CodeQwen1.5 serves as a solution to bridge the gap between non-programming professionals and efficient data interaction. It alleviates the steep learning curve associated with SQL by enabling users without coding expertise to query databases through natural language. We evaluated CodeQwen1.5-Chat’s performance on two popular Text-to-SQL benchmarks, Spider and Bird. Experimental results pose CodeQwen1.5 a second position close to GPT-4 (results come from DIN-SQL, a SOTA prompting method). This outstanding performance is attributed to the utilization of synthetic data throughout both pre-training and fine-tuning stages. Synthetic data, characterized by its scalability, verifiability, and variety, emerges as a compelling area for future research due to its proven effectiveness in enhancing CodeQwen1.5’s SQL capabilities.

Develop with CodeQwen1.5

CodeQwen1.5 is part of the Qwen1.5 open-source family.

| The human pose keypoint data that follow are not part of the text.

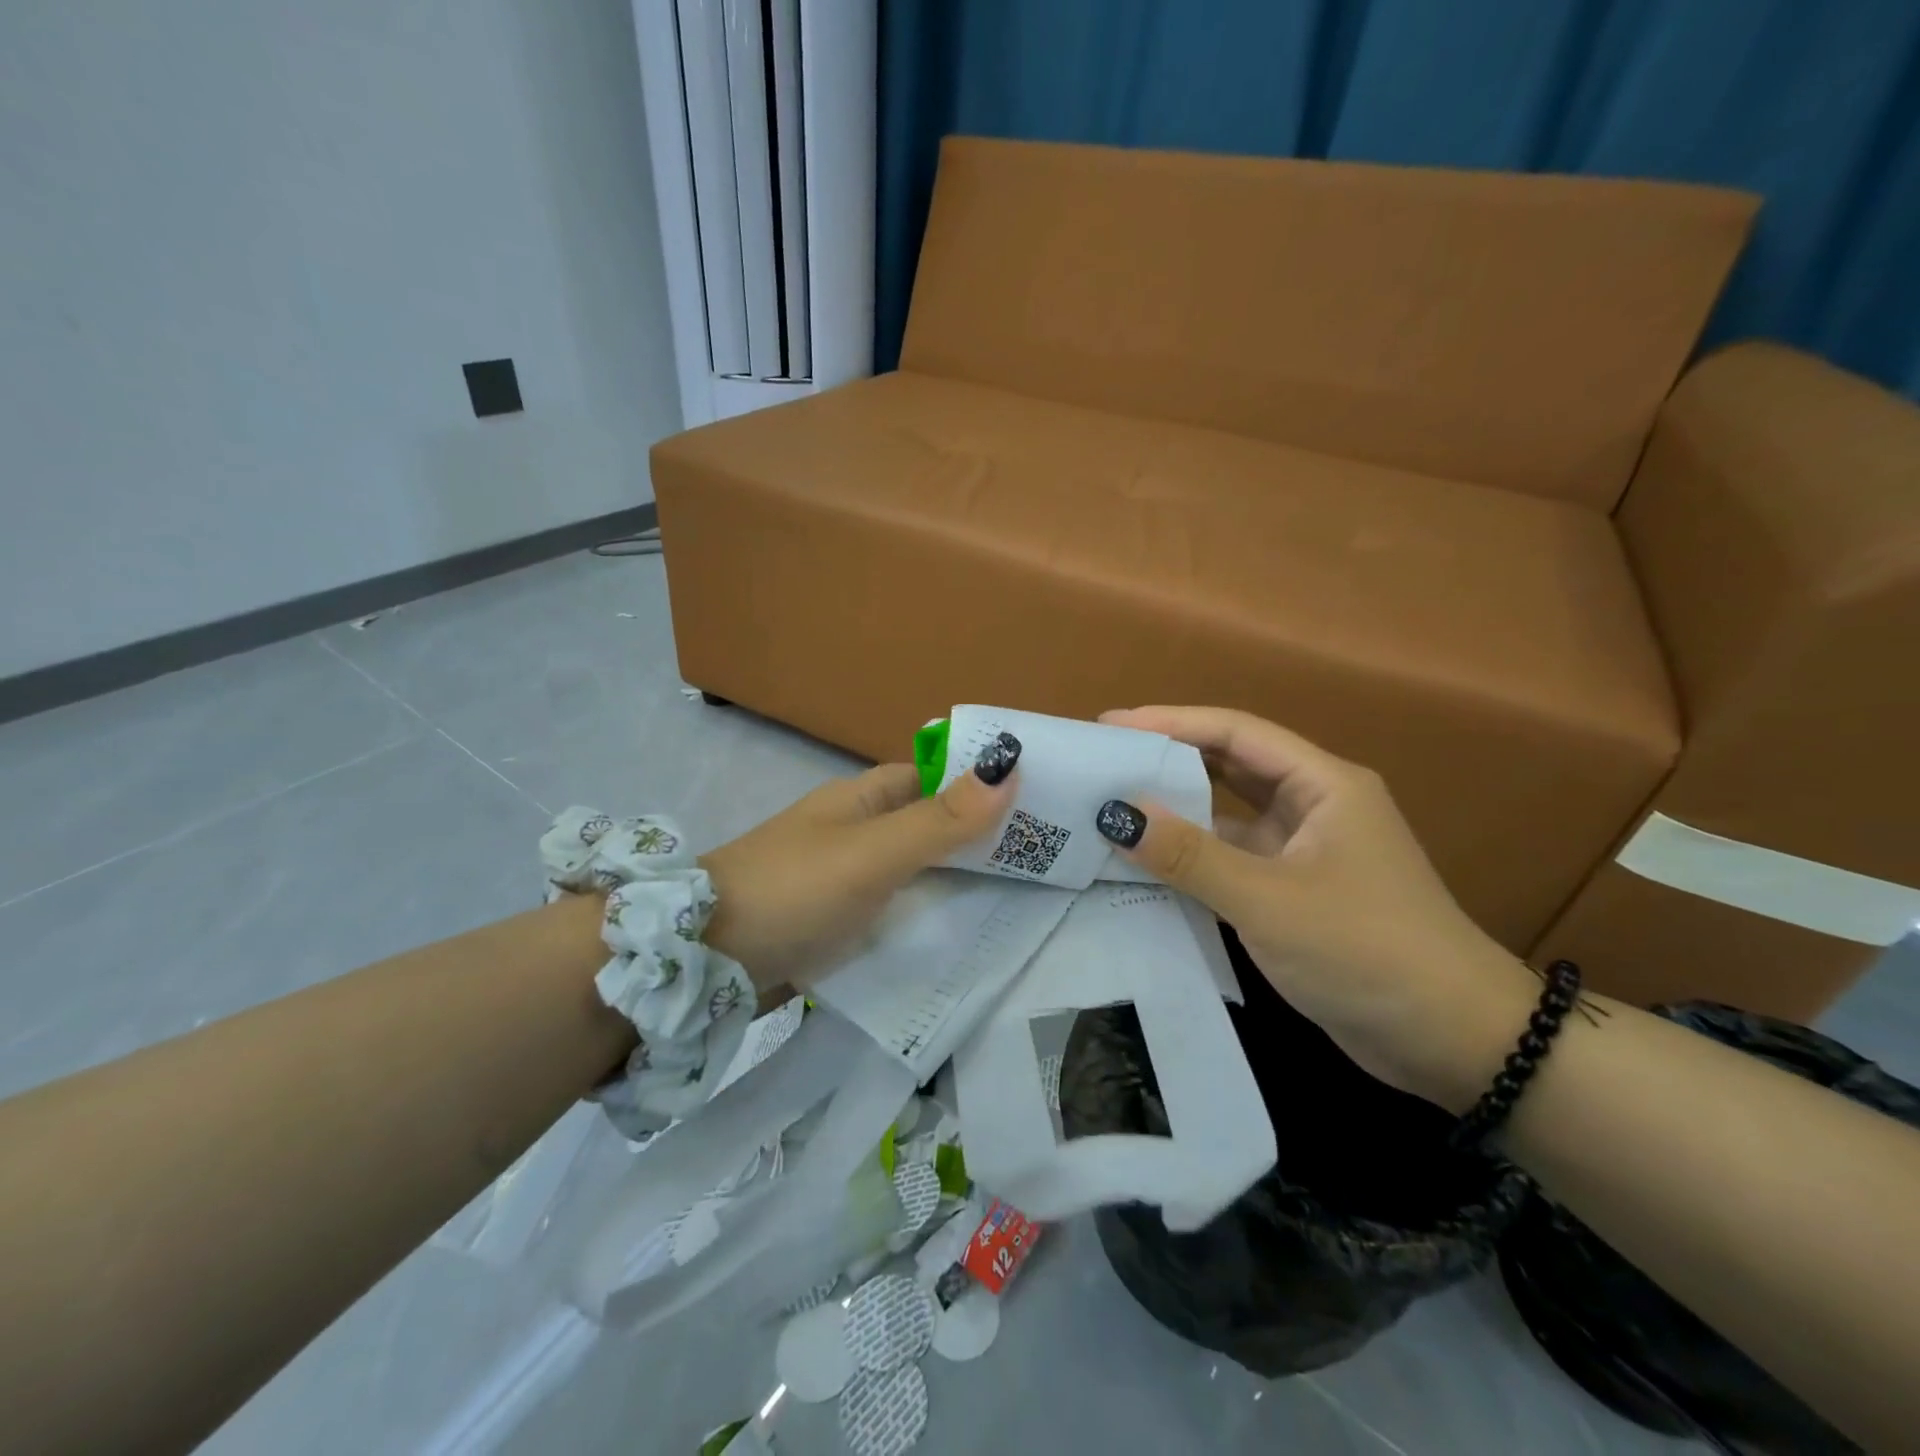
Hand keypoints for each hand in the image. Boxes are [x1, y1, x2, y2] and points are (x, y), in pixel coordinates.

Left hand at [699, 739, 1020, 990]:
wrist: (705, 960)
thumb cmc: (794, 889)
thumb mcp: (872, 853)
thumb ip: (940, 820)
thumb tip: (1008, 766)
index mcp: (864, 799)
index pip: (936, 778)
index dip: (981, 784)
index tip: (1039, 804)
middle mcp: (858, 831)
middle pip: (931, 826)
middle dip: (979, 840)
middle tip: (1044, 860)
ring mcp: (847, 879)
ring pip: (917, 873)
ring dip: (959, 883)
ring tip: (1025, 901)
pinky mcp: (839, 923)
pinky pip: (897, 912)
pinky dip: (929, 919)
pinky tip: (966, 939)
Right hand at [1095, 706, 1539, 1110]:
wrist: (1454, 1042)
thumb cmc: (1366, 950)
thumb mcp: (1269, 900)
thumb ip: (1190, 856)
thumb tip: (1116, 813)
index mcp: (1322, 785)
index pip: (1235, 732)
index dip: (1170, 721)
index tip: (1110, 725)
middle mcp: (1313, 806)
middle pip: (1230, 765)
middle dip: (1168, 759)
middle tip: (1104, 762)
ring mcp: (1305, 852)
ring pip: (1228, 816)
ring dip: (1177, 811)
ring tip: (1112, 808)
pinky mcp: (1295, 893)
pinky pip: (1231, 860)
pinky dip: (1192, 858)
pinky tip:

We advise you to read our blog for Qwen1.5 to figure out the usages with Transformers, vLLM, llama.cpp, Ollama, etc.

Conclusion

We have released CodeQwen1.5-7B and CodeQwen1.5-7B-Chat, an open and versatile code LLM. The models are intended to aid progress in code assistance and code agents, benefiting the research community. We’ll keep investing heavily in smart code development, with the ultimate goal of creating AI programmers.